1 But this was very displeasing to Jonah, and he became angry. 2 He prayed to the Lord and said, ‘O Lord! Is not this what I said while I was still in my own country? That is why I fled to Tarshish at the beginning; for I knew that you are a gracious God and merciful, slow to anger, and abounding in steadfast love, and ready to relent from punishing. 3 And now, O Lord, please take my life from me, for it is better for me to die than to live.’ 4 And the Lord said, ‘Is it right for you to be angry?’ 5 Then Jonah went out of the city and sat down east of the city, and made a booth for himself there. He sat under it in the shade, waiting to see what would become of the city.
6 The Lord God appointed a bush, and made it come up over Jonah, to give shade over his head, to save him from his discomfort; so Jonah was very happy about the bush. 7 But when dawn came up the next day, God appointed a worm that attacked the bush, so that it withered. 8 When the sun rose, God prepared a sultry east wind, and the sun beat down on the head of Jonah so that he was faint and asked that he might die. He said, ‘It is better for me to die than to live.’
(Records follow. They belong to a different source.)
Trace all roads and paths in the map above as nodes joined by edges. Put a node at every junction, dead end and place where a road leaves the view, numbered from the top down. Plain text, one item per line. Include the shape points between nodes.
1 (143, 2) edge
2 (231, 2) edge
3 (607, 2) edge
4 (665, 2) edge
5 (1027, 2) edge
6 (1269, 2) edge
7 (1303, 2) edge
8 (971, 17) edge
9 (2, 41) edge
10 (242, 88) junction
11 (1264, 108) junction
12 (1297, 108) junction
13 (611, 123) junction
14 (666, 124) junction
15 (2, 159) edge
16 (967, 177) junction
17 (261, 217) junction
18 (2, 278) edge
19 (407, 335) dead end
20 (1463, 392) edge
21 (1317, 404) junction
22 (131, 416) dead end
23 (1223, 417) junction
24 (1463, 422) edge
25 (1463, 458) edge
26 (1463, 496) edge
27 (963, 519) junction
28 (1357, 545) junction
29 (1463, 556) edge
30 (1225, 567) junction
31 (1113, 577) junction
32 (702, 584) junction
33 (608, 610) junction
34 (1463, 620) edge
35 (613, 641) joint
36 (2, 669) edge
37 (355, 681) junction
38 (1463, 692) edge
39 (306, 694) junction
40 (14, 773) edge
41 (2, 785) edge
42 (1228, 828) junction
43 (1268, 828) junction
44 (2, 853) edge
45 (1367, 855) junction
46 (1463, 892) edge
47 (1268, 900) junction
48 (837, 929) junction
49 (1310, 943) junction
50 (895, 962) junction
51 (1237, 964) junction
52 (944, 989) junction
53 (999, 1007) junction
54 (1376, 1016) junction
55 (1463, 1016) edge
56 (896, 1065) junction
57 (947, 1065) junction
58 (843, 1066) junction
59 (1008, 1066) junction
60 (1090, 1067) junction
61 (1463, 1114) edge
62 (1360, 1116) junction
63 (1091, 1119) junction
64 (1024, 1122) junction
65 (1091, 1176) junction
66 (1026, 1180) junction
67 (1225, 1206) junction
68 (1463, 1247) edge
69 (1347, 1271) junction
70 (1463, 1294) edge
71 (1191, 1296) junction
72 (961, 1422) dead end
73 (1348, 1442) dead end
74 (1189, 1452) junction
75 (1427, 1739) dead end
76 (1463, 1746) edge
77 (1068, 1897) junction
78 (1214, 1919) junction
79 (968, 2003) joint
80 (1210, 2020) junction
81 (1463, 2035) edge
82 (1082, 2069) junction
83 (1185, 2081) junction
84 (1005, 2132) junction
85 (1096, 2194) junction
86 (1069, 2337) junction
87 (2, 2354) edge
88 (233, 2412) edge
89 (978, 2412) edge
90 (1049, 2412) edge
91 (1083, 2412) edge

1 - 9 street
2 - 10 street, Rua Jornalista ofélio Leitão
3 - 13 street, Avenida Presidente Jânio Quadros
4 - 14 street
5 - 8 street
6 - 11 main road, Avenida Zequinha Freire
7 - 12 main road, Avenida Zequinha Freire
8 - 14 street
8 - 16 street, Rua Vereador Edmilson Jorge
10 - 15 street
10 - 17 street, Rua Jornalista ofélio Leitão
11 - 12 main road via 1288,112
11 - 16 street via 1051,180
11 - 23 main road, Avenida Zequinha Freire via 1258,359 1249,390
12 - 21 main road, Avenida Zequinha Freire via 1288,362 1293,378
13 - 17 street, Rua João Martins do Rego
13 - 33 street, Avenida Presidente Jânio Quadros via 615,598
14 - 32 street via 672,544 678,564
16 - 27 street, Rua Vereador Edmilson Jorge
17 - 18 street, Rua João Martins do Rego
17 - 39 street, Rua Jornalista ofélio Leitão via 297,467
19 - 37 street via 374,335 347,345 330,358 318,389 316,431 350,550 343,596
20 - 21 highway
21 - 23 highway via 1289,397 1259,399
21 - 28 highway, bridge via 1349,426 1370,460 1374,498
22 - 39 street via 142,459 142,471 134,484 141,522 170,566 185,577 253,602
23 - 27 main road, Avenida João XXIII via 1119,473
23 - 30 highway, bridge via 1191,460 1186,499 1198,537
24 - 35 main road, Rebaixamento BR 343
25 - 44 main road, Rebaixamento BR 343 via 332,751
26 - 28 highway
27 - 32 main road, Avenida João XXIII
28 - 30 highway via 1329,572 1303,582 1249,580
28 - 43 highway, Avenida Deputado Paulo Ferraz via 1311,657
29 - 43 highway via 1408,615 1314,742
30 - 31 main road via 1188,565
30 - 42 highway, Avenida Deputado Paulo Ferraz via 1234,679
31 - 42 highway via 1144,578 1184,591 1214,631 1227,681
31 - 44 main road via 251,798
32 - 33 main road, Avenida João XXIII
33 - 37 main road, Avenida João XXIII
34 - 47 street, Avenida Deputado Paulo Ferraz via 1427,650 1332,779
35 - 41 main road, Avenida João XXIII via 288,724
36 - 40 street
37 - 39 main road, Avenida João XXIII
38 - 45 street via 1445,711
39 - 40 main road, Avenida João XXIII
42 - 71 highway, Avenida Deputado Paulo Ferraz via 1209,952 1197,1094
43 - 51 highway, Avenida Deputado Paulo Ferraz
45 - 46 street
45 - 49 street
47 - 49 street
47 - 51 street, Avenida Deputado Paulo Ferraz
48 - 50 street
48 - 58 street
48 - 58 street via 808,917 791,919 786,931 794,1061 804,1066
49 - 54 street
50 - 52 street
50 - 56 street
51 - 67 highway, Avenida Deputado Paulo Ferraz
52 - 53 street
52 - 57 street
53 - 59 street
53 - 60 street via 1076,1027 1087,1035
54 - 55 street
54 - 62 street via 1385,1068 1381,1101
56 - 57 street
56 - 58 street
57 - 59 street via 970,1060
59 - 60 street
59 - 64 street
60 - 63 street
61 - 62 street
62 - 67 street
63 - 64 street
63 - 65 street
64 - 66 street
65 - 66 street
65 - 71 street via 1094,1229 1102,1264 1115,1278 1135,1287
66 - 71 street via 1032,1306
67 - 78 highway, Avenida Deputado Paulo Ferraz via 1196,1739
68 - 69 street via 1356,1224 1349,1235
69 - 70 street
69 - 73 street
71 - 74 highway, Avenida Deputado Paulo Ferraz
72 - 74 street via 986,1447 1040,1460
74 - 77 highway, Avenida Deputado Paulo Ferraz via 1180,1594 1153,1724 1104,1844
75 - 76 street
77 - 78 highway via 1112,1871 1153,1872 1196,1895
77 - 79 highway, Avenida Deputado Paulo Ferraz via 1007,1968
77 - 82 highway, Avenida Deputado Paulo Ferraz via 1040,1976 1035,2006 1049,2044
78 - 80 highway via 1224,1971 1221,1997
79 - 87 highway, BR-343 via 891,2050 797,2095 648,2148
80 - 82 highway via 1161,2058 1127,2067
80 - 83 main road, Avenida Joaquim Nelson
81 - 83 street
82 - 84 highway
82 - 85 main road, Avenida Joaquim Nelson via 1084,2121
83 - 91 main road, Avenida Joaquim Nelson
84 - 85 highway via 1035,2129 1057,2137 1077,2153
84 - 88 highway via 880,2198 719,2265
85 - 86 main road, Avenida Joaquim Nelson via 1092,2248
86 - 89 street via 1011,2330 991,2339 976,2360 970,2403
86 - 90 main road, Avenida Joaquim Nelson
9 But God said to Jonah, ‘Is it right for you to be angry about the bush?’ And he said, ‘Yes, angry enough to die.’ 10 Then the Lord said, ‘You are concerned about the bush, for which you did not labour and which you did not grow; it came into being in a night and perished in a night. 11 And should I not be concerned about Nineveh, that great city, in which there are more than a hundred and twenty thousand people who do not know their right hand from their left, and also many animals?’